Career Reflection - 2024

My current career as an input to this reflection #

Pursuing a degree in Psychology for me has been a product of reflection itself. A reflection of a career in IT Security, of several companies, positions, skillsets, teams and seniority levels. A job in IT Security, and specifically in Penetration Testing (i.e “hacking” of company networks, websites, phone applications, IoT devices), was my dream job for several years. So, in order to properly create a reflection in a perceived unrelated future career, I believe I have to revisit my previous decision: my career in IT, to draw conclusions that might help me in the future planning and reasoning.

Why I have chosen to be a “hacker” #

I mentioned that IT Security was not just my job. It was my dream job and passion. It also happened to be my first and only job progression. So, to vaguely plan a career change means that something went wrong in the current one. that I failed to see an aspect of this career, that would eventually push me away from that profession. And to find out what I missed, I need to search for what pulled me in, in the first place.

1. Sense of Belonging #

Learning the skills of the “hacker” around 2014 was not simple. There were scarse resources online, no guidance from the BSc in Informatics (Computer Science) I was pursuing back then, and generally a veil of mystery around “hacking” as a topic of interest. It was considered “shady” and ethically ambivalent.

During this time, I was lucky enough to become part of a group, led by a respectful and father-figure mentor, that created a team, while leading us both technically and ethically to possess skills, that the IT market was heavily lacking at the time.

For me, the topic was hugely interesting, but I now see that what really moved me was the team spirit, the shared ethical code and generally - the sense of belonging that I felt in that team and with that mentor.
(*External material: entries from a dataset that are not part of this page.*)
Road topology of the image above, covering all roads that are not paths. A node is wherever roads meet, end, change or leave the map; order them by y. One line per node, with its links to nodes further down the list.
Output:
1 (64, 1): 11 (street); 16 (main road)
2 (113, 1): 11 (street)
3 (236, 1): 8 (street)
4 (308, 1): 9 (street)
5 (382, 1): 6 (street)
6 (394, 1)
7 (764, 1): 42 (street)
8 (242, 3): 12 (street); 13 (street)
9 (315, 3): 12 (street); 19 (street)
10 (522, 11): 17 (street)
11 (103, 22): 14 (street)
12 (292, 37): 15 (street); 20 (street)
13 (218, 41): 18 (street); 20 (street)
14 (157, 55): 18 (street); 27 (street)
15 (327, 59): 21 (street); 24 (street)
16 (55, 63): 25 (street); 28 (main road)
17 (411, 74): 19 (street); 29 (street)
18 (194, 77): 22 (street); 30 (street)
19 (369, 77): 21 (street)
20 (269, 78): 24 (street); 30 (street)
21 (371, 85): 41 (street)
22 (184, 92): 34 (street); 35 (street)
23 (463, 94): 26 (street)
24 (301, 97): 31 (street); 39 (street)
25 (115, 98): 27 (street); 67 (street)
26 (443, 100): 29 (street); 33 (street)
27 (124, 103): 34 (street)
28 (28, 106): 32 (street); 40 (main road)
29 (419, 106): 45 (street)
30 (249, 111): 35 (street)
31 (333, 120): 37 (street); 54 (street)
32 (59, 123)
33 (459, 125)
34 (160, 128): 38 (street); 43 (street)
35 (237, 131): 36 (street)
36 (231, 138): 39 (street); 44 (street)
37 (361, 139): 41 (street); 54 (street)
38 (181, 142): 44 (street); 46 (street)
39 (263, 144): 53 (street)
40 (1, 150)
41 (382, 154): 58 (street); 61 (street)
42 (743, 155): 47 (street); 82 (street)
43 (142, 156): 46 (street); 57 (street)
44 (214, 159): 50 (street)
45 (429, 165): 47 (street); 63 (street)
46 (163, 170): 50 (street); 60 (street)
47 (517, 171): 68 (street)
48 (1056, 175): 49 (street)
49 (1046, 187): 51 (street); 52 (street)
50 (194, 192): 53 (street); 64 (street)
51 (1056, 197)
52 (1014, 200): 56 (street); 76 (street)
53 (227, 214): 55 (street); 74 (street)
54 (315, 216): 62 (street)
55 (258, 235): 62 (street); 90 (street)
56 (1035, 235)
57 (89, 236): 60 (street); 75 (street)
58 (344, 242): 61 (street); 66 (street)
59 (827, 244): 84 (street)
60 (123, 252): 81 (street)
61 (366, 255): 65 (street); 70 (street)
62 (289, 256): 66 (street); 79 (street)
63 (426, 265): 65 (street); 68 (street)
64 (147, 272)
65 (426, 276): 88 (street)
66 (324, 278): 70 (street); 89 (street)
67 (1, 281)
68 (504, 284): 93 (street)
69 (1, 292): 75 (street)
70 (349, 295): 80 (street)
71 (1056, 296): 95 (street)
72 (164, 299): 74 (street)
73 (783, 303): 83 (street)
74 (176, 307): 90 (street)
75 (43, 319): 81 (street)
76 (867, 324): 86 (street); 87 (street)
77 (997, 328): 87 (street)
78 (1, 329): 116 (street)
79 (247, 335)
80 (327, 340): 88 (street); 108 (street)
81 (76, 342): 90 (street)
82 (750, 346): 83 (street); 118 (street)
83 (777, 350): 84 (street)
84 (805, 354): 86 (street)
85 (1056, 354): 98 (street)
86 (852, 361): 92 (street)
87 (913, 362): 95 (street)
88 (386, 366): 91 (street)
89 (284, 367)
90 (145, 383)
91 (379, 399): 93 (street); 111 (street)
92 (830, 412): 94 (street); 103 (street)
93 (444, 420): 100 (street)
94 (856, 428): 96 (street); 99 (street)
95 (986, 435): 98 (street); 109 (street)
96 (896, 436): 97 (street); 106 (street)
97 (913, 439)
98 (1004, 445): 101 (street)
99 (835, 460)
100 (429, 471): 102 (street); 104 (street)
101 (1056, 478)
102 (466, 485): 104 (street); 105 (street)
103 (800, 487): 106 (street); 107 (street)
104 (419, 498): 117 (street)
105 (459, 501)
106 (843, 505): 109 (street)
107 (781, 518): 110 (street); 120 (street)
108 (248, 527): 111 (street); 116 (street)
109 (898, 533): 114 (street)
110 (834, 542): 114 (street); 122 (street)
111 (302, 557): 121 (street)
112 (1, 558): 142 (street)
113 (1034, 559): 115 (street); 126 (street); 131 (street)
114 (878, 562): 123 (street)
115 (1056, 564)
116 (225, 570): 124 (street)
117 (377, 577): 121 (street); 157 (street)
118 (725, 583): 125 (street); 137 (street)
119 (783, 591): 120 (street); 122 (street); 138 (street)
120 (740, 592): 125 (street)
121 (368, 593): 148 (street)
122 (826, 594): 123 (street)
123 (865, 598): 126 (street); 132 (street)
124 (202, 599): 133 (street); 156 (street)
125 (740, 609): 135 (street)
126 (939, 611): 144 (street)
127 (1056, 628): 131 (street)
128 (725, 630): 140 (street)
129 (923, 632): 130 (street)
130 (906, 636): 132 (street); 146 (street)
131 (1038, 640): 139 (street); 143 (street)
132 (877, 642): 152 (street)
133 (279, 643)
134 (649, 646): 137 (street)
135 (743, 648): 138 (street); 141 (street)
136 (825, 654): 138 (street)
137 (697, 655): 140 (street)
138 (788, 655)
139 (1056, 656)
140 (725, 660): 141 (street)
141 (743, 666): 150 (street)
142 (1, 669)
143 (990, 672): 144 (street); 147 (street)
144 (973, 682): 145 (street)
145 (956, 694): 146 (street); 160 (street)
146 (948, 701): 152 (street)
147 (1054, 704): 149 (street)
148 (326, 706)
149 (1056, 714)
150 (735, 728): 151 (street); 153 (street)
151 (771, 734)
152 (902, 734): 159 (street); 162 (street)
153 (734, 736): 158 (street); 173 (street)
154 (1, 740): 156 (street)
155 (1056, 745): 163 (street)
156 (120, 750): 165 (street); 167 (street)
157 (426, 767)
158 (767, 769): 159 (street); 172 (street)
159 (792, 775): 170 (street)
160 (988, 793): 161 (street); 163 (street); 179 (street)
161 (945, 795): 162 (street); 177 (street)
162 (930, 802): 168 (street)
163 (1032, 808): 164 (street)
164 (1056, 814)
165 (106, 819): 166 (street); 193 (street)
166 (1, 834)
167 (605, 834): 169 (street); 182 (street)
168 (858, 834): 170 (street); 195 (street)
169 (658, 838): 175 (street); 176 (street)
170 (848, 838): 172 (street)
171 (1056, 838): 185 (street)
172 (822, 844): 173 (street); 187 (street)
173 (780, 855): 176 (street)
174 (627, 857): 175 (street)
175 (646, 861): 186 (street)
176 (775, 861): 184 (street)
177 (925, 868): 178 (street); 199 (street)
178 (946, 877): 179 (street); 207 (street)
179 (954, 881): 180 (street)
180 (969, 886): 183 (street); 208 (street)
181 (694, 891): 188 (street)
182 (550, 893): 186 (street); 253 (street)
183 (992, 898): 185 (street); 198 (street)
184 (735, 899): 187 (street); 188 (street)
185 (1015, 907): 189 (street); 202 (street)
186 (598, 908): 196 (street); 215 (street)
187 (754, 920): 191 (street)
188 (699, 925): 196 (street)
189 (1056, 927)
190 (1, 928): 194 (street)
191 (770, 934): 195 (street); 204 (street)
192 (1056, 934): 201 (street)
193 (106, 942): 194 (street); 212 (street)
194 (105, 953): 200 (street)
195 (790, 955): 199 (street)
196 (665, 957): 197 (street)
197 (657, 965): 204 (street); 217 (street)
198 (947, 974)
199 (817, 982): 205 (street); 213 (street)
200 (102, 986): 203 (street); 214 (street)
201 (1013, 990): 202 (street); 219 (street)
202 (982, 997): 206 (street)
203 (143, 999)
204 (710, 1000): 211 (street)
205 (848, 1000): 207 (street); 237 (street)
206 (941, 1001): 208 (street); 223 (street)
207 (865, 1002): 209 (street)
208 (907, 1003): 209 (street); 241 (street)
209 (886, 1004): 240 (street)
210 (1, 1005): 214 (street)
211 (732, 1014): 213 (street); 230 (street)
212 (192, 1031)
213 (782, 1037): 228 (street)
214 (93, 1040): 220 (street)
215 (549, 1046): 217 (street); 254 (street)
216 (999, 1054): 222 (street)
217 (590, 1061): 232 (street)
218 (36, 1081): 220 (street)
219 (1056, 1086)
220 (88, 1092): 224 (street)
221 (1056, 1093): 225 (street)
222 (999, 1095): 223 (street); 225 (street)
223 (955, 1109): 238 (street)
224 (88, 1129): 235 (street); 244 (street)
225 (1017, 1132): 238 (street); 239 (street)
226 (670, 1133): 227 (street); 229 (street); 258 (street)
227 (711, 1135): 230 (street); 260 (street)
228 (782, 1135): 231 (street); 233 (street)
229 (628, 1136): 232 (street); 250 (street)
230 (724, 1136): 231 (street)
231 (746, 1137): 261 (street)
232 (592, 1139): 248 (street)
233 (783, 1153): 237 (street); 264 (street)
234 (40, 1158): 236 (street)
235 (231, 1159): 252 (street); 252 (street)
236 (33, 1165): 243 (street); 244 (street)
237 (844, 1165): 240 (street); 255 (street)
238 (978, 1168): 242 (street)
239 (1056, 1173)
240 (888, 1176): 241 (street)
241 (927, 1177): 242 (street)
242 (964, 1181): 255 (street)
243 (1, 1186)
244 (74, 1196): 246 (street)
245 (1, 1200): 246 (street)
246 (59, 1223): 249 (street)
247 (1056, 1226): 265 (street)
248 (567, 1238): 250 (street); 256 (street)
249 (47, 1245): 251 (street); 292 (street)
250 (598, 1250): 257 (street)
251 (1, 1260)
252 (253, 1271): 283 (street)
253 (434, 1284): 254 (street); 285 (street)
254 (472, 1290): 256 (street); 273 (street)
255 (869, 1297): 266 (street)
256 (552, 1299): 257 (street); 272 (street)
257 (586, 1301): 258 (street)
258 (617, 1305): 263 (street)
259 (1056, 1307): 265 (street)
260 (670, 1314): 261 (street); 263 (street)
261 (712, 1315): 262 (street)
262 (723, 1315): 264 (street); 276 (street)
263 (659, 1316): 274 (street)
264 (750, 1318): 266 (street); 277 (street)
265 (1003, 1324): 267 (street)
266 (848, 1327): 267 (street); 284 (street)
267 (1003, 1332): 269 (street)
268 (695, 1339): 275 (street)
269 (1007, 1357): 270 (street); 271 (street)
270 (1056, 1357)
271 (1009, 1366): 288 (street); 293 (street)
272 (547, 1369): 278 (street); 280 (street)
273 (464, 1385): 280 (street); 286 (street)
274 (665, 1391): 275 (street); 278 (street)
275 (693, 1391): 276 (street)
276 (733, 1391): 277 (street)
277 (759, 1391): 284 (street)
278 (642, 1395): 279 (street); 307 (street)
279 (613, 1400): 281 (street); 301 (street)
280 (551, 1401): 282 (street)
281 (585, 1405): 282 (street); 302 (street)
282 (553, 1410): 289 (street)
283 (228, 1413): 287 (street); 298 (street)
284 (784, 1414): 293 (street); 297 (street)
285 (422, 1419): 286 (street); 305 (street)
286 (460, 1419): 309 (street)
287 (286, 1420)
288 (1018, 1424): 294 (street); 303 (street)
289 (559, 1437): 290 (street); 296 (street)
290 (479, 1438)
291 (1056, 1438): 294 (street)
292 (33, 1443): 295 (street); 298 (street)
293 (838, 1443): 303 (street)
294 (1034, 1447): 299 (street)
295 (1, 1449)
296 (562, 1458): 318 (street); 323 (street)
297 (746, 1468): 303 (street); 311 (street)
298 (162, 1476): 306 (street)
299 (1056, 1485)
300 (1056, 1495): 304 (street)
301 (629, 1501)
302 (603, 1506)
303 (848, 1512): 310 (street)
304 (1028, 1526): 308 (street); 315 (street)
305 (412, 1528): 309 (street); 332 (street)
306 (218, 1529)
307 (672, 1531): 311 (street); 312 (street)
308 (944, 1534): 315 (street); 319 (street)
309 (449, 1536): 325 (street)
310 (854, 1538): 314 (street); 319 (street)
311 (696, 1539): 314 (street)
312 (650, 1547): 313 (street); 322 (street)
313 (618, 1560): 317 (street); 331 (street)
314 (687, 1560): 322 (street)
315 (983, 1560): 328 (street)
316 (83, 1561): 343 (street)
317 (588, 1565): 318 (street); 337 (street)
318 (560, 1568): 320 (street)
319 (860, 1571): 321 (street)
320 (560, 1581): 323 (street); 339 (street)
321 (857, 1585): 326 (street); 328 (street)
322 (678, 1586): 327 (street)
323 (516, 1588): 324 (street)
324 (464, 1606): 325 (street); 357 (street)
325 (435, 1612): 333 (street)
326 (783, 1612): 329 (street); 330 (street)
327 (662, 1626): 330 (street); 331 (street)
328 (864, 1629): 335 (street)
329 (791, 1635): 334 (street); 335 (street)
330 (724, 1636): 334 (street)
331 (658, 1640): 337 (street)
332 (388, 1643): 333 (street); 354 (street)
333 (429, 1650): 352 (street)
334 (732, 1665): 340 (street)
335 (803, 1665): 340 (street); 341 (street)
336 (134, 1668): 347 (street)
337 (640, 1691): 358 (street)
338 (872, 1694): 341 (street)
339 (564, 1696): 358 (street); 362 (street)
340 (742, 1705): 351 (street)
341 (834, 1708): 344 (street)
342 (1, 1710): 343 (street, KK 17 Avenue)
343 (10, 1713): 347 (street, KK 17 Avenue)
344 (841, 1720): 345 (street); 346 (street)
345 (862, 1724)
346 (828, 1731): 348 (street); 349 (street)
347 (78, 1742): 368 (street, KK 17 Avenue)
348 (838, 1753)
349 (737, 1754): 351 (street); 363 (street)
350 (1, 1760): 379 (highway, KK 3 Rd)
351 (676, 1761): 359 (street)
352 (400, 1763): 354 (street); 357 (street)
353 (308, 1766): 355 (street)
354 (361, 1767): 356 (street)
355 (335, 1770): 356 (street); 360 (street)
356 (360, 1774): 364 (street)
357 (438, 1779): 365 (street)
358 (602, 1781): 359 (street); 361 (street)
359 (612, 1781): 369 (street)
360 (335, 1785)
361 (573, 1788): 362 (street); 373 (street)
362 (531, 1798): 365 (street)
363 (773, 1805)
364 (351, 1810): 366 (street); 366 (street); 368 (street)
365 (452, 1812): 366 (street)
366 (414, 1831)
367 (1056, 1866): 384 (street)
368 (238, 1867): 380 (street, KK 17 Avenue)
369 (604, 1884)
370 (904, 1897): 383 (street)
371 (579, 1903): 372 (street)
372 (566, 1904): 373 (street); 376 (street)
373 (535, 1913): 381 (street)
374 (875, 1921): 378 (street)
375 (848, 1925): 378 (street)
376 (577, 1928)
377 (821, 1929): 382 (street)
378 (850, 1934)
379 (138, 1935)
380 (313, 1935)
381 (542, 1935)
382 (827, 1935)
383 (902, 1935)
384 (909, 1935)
2. Relatedness to Psychology #

My interest in Psychology goes back to my teenage years. The Psychology degree in University of Athens was my first priority in the Entrance Exams, where I got rejected, as my mathematical background cost me several grades on the exam. I got accepted in the Informatics (Computer Science) degree of Athens University of Economics and Business instead.

“Hacking” does contain a lot of psychological aspects. This was the topic of my blog in IT Security - securosophy.com, where I publish articles since 2016, like Dating as a form of Penetration Testing, The Hassle Exploit, Thoughts on an “Obsessive Simulation of a Critical Procedure” and Red Team Ops Psychology: an Act in 4 Parts.

Specifically, “hacking” has an overlooked human aspect that has been greatly brought to light by the TV series “Mr. Robot”, released in 2015, exactly the same period I was actively developing my skills.

3. Creativeness #

Software Development has also been a passion for me. This is because programming requires minimal tools. Also, delivering impactful things is only a matter of time, inspiration and determination. Additionally, the process of trying, failing, fixing and trying again, has an addictive aspect (in a SkinnerBox way) that I was trained to appreciate through my Computer Science courses. Also, developing tools to present and provide to the team was very enjoyable and rewarding.

Why I would stop being a “hacker” #

Turns out that working as an IT Security Professional does not necessarily contain these three pillars that I had falsely merged with the idea of the “hacker”. Specifically, the “sense of belonging” in IT companies is more often missing than not for me. Using or acquiring Psychology knowledge to better do a task is not the case most of the time, as there rarely is any real interaction with people in such technical jobs. Lastly coding can develop to a moderate addiction, in order to fill the gap created by the previous two unmet needs, manifesting in an unhealthy relationship with work in general.

4. Impact on Society #

The final nail in the coffin for me has been my individual realization of what David Graeber put it as “Bullshit Job” (2013). I realized that my contribution of expertised and well-paid labour did not provide anything meaningful to society, and sometimes it could even be considered harmful. This helped me realize that a fourth pillar existed in my value system, which was the meaningful contribution to society. In a bleak way - I was more of “Bill” than “Elliot” in this Mr. Robot scene (McKay, 2015). And it has been straight up depressing.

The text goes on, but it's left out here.